Your instructions - Which lines of the records contain the word "SYCAMORE"? Show each of them.
Exercise inputs below:
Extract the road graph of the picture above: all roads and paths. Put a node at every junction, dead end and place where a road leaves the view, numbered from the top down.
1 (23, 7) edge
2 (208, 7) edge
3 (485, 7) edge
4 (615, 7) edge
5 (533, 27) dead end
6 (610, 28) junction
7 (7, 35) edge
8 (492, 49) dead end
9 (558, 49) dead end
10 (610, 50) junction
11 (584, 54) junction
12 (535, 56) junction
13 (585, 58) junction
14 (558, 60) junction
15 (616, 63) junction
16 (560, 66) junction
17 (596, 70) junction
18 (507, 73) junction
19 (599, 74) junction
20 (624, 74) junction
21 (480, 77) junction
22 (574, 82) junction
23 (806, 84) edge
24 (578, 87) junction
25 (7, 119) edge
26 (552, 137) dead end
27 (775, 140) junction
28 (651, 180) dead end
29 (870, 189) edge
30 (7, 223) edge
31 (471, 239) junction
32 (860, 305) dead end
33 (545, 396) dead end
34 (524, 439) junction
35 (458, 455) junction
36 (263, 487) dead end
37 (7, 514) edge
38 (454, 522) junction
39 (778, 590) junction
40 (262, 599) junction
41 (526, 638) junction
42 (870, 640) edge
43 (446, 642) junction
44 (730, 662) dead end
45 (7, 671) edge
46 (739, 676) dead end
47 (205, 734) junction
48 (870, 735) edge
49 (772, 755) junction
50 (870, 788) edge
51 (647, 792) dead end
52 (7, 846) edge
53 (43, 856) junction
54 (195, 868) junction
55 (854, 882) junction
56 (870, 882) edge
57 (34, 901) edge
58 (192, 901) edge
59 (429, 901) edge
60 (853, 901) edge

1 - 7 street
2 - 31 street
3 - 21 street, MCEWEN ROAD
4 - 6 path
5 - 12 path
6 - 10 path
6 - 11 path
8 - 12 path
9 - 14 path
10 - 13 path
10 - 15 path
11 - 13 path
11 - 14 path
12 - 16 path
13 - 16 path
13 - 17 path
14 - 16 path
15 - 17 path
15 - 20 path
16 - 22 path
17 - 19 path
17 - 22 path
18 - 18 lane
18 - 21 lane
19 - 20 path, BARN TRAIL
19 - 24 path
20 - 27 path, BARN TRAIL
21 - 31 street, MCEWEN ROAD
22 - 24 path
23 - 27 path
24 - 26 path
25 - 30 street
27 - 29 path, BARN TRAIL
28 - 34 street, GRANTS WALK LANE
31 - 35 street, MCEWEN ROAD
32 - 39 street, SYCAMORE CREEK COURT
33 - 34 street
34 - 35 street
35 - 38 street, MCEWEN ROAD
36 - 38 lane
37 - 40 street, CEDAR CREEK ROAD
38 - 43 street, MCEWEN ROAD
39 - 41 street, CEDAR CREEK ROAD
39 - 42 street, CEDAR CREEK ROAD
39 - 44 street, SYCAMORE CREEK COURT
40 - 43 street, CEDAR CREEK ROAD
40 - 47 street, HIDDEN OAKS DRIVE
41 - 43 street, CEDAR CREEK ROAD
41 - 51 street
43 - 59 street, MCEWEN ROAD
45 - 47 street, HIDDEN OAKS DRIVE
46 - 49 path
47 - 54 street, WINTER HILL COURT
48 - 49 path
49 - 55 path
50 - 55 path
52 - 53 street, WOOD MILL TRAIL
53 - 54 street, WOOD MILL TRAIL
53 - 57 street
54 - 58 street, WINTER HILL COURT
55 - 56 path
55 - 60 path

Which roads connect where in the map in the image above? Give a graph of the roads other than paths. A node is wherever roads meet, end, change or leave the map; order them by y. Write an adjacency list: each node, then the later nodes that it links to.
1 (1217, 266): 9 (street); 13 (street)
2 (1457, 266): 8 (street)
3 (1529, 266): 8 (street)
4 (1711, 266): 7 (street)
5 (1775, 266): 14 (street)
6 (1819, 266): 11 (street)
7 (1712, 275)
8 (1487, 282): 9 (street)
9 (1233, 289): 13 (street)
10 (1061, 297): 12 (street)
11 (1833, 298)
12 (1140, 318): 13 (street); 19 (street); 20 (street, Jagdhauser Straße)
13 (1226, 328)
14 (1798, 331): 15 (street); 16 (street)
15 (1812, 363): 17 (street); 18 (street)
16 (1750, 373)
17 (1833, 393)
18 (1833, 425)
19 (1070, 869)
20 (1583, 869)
End of Exercise inputs.
Response area -
32 - 39 street, SYCAMORE CREEK COURT
39 - 44 street, SYCAMORE CREEK COURT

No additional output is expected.